* **Data excerpts**:
#####

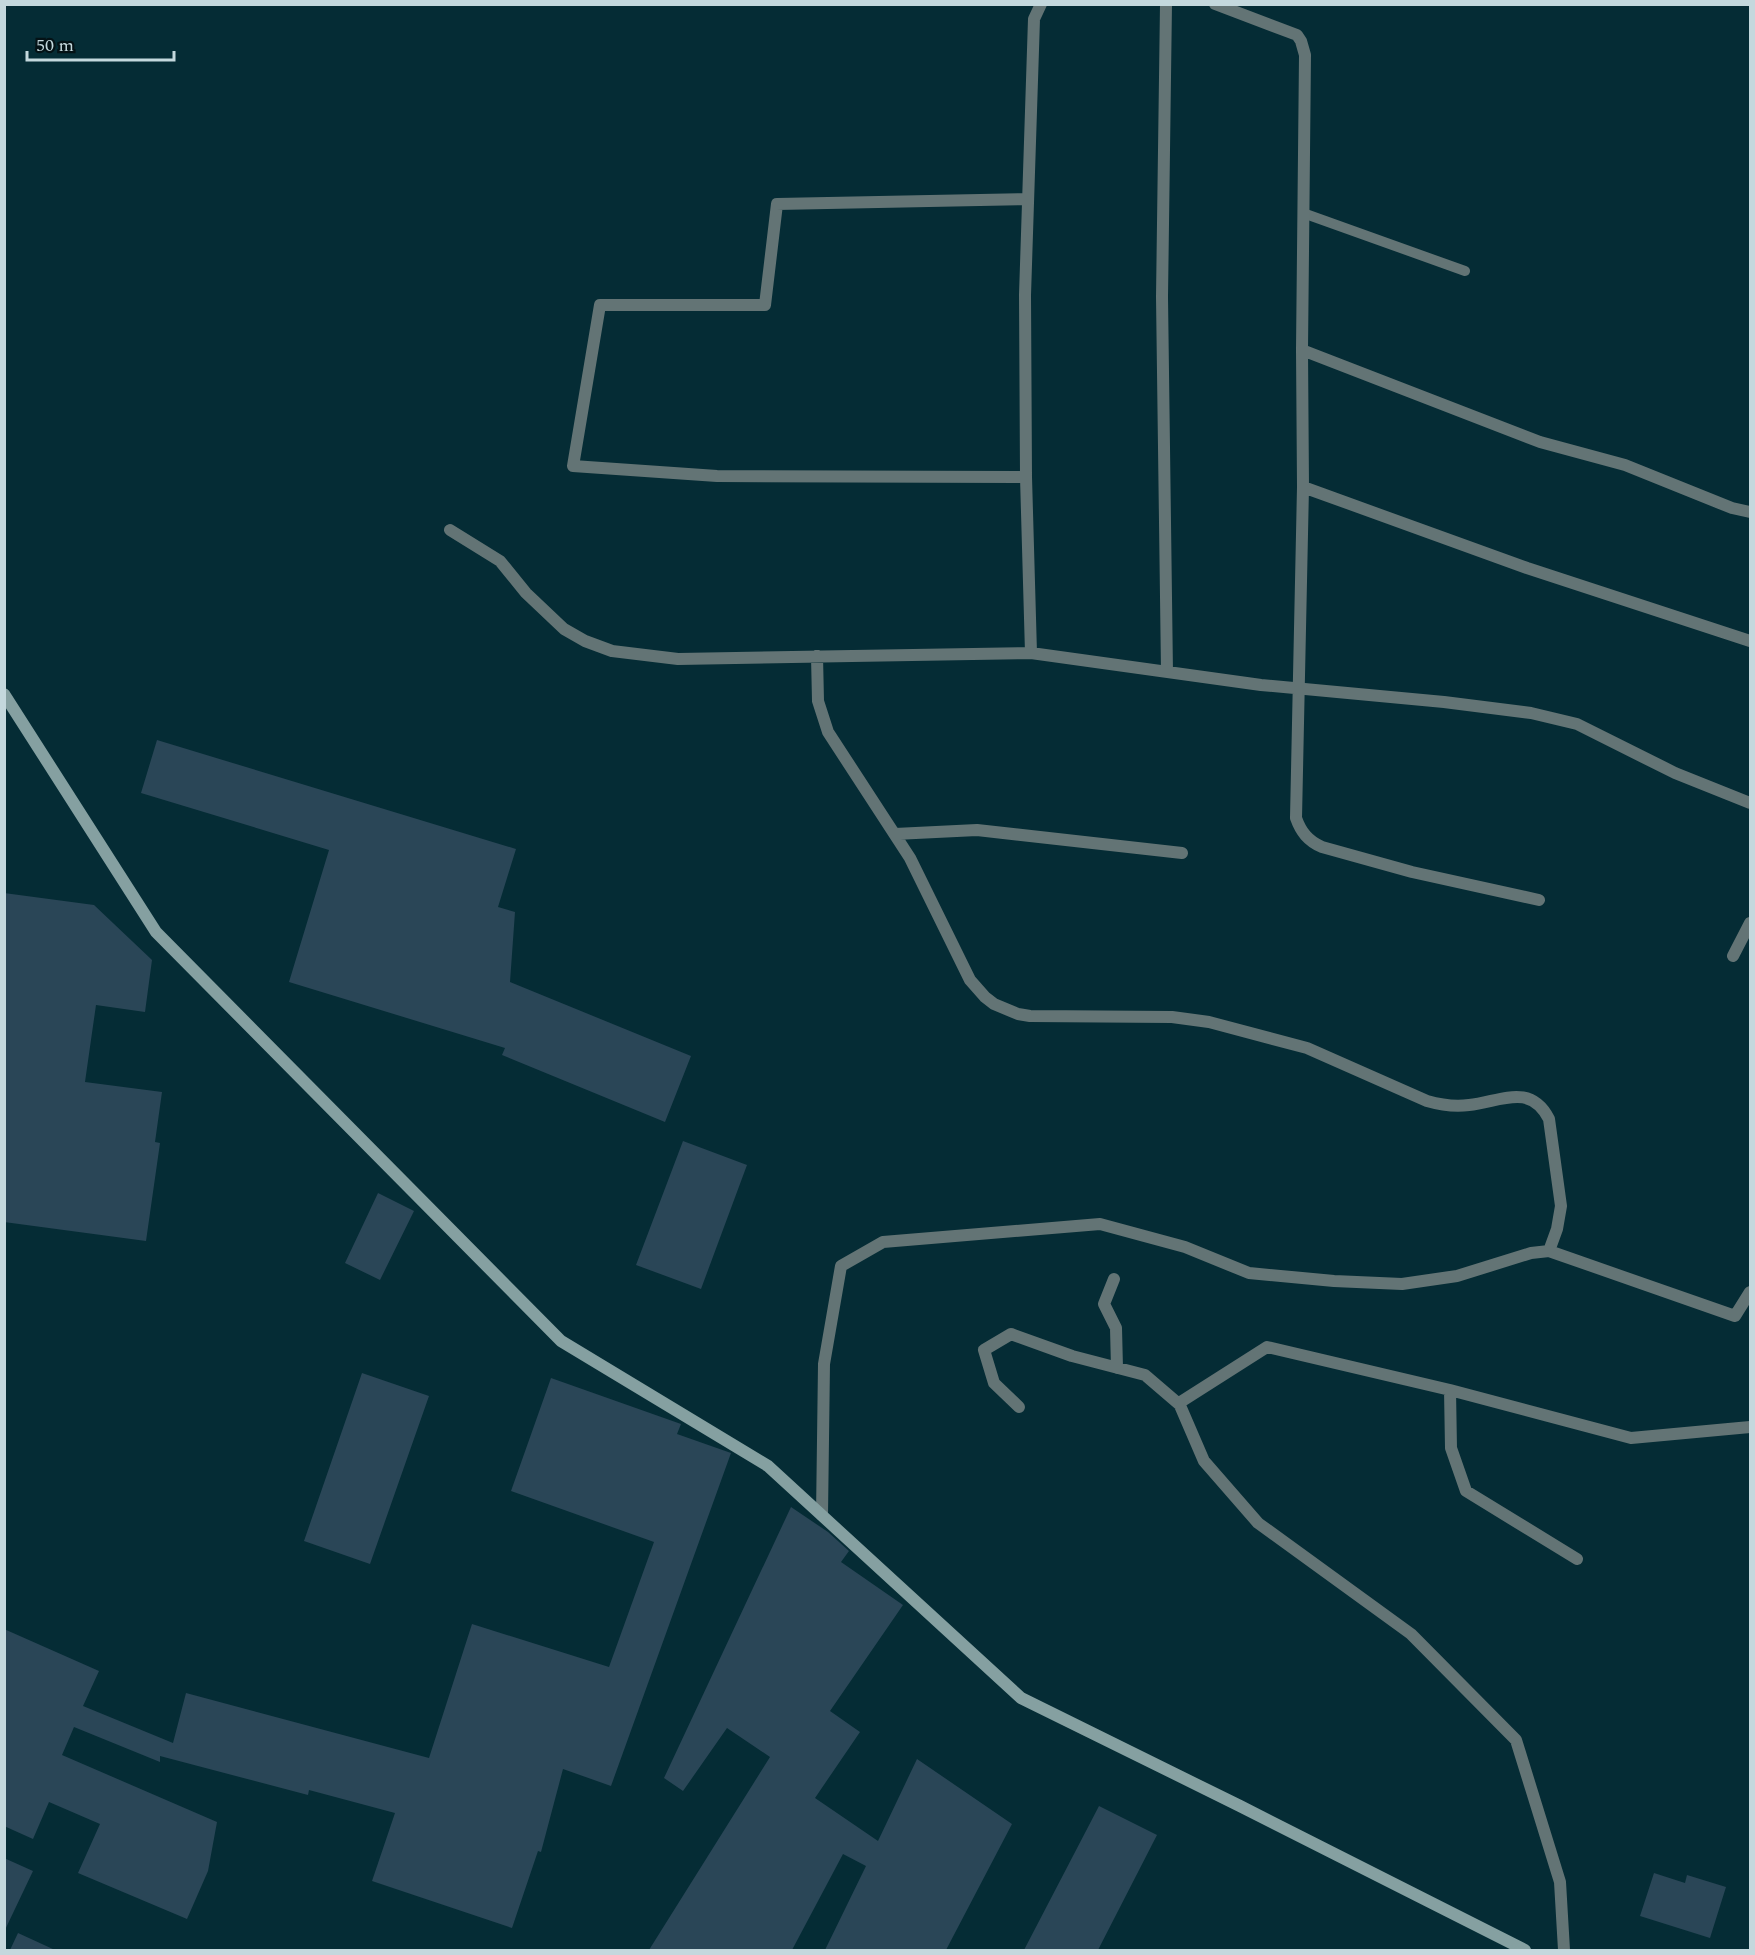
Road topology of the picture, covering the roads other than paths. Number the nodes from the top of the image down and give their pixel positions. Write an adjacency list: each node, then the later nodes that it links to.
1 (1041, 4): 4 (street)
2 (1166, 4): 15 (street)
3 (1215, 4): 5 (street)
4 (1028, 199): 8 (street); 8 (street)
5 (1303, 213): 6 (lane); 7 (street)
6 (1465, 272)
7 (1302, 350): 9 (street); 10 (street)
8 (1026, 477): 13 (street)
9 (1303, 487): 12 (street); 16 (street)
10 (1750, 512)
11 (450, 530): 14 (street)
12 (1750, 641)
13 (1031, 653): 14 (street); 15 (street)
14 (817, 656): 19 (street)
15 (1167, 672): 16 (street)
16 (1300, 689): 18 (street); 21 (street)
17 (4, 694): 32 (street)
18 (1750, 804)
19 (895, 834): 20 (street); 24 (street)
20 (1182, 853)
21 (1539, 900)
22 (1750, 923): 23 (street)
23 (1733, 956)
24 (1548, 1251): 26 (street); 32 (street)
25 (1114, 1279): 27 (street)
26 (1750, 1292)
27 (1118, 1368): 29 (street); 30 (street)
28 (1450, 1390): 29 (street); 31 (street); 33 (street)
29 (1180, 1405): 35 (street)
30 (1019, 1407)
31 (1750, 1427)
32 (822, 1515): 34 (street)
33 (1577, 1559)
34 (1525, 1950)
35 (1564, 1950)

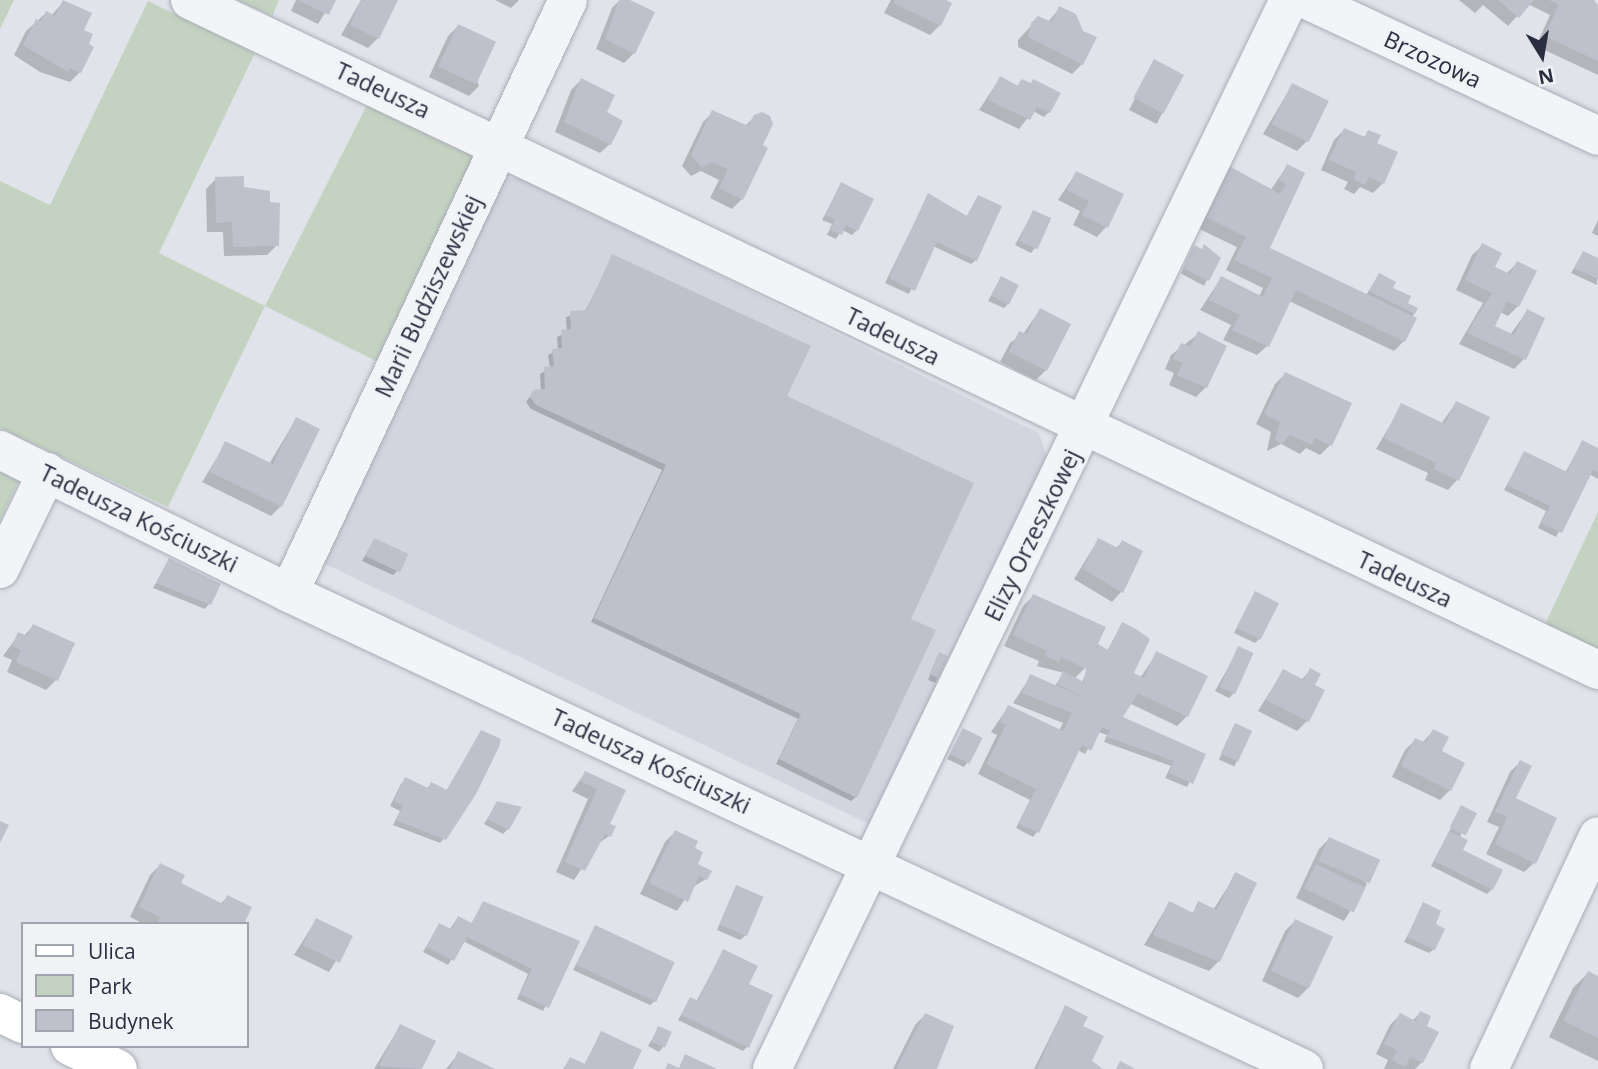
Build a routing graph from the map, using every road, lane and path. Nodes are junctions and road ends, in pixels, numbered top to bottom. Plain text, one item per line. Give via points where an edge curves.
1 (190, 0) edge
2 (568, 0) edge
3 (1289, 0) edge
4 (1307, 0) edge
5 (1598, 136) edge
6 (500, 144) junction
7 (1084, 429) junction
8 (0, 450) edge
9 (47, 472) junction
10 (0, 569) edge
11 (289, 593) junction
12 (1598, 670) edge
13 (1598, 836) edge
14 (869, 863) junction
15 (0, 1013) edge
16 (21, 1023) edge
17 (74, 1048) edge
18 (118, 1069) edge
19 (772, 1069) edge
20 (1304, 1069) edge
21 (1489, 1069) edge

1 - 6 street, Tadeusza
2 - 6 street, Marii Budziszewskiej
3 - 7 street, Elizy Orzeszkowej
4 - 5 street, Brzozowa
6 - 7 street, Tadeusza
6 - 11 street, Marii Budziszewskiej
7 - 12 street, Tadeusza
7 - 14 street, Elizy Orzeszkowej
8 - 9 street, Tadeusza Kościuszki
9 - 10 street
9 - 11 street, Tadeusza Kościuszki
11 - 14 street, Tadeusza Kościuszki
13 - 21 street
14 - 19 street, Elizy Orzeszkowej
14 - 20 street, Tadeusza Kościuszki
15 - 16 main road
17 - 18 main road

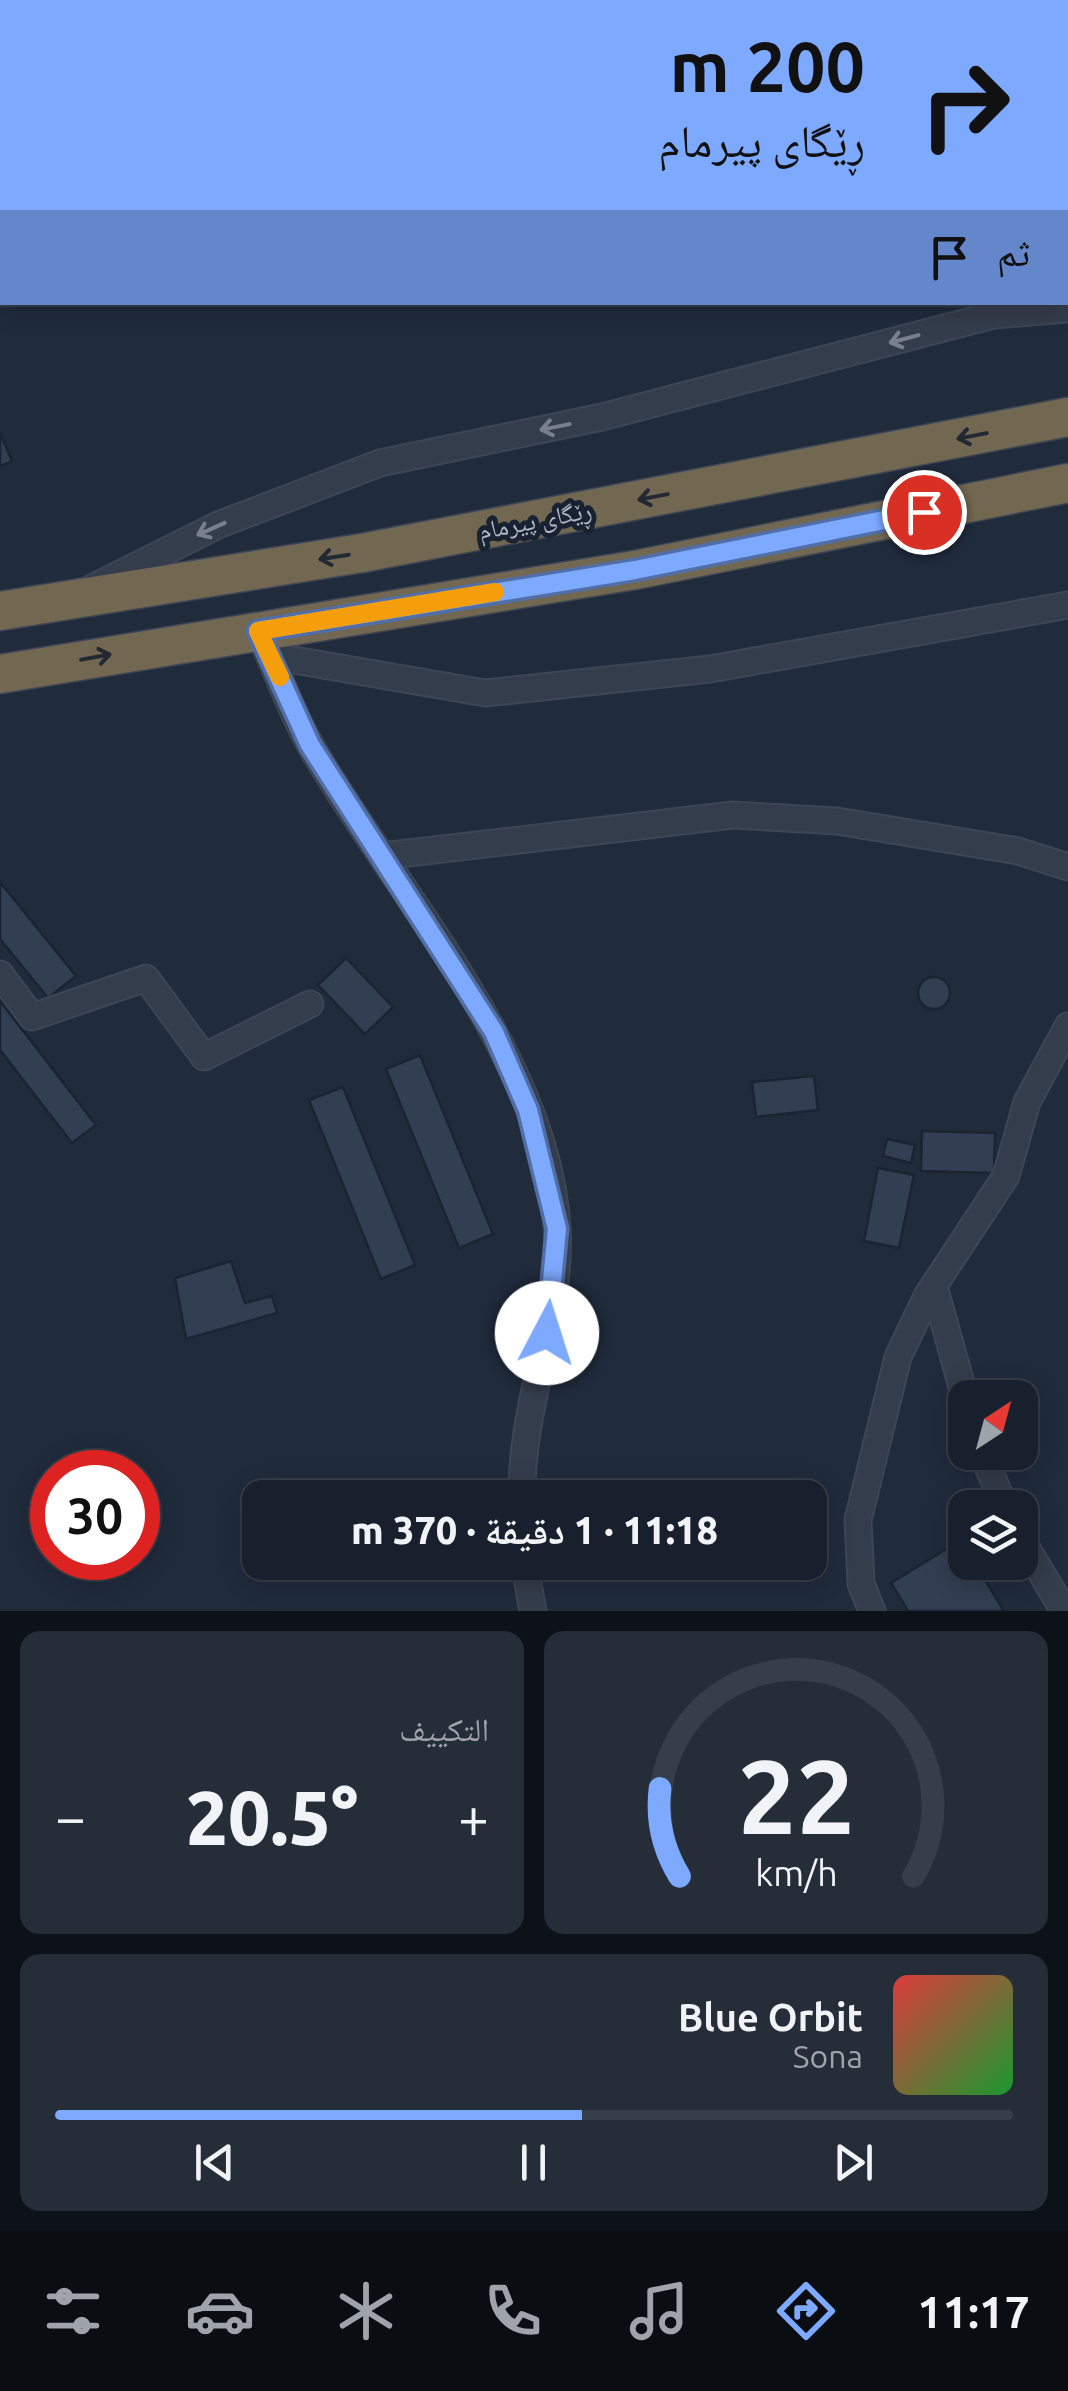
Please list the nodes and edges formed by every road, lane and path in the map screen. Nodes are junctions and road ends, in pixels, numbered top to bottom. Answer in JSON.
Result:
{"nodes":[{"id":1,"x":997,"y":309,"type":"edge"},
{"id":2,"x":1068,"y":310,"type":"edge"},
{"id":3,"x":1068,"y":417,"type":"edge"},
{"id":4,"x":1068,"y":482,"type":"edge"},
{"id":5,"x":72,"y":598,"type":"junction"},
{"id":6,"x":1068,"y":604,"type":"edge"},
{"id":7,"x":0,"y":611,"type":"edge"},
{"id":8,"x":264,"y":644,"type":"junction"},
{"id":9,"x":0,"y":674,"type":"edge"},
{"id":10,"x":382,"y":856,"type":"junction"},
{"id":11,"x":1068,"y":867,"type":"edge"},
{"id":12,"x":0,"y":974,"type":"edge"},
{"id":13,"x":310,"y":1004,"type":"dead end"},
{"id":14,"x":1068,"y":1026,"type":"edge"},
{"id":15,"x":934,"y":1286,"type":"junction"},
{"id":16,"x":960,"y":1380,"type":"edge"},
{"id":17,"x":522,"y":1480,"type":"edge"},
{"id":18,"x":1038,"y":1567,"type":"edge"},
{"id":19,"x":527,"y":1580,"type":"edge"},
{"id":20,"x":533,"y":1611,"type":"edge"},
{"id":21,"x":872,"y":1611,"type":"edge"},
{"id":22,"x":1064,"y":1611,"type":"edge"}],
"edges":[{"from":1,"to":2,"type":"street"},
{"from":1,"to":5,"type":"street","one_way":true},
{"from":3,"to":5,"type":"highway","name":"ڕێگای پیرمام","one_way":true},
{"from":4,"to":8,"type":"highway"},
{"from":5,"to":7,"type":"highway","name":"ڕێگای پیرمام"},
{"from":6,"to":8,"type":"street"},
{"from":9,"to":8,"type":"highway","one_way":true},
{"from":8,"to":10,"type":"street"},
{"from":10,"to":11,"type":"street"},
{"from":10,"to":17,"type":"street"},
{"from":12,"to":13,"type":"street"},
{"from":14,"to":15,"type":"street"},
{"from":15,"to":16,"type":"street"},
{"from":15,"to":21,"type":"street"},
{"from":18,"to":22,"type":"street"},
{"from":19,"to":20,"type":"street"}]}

#####

* **Task instructions**: Go through the entries above and report every line in which the word "numbered" appears.

* **Response area**:
Build a routing graph from the map, using every road, lane and path. Nodes are junctions and road ends, in pixels, numbered top to bottom. Plain text, one item per line. Give via points where an edge curves.
Please list the nodes and edges formed by every road, lane and path in the map screen. Nodes are junctions and road ends, in pixels, numbered top to bottom. Answer in JSON.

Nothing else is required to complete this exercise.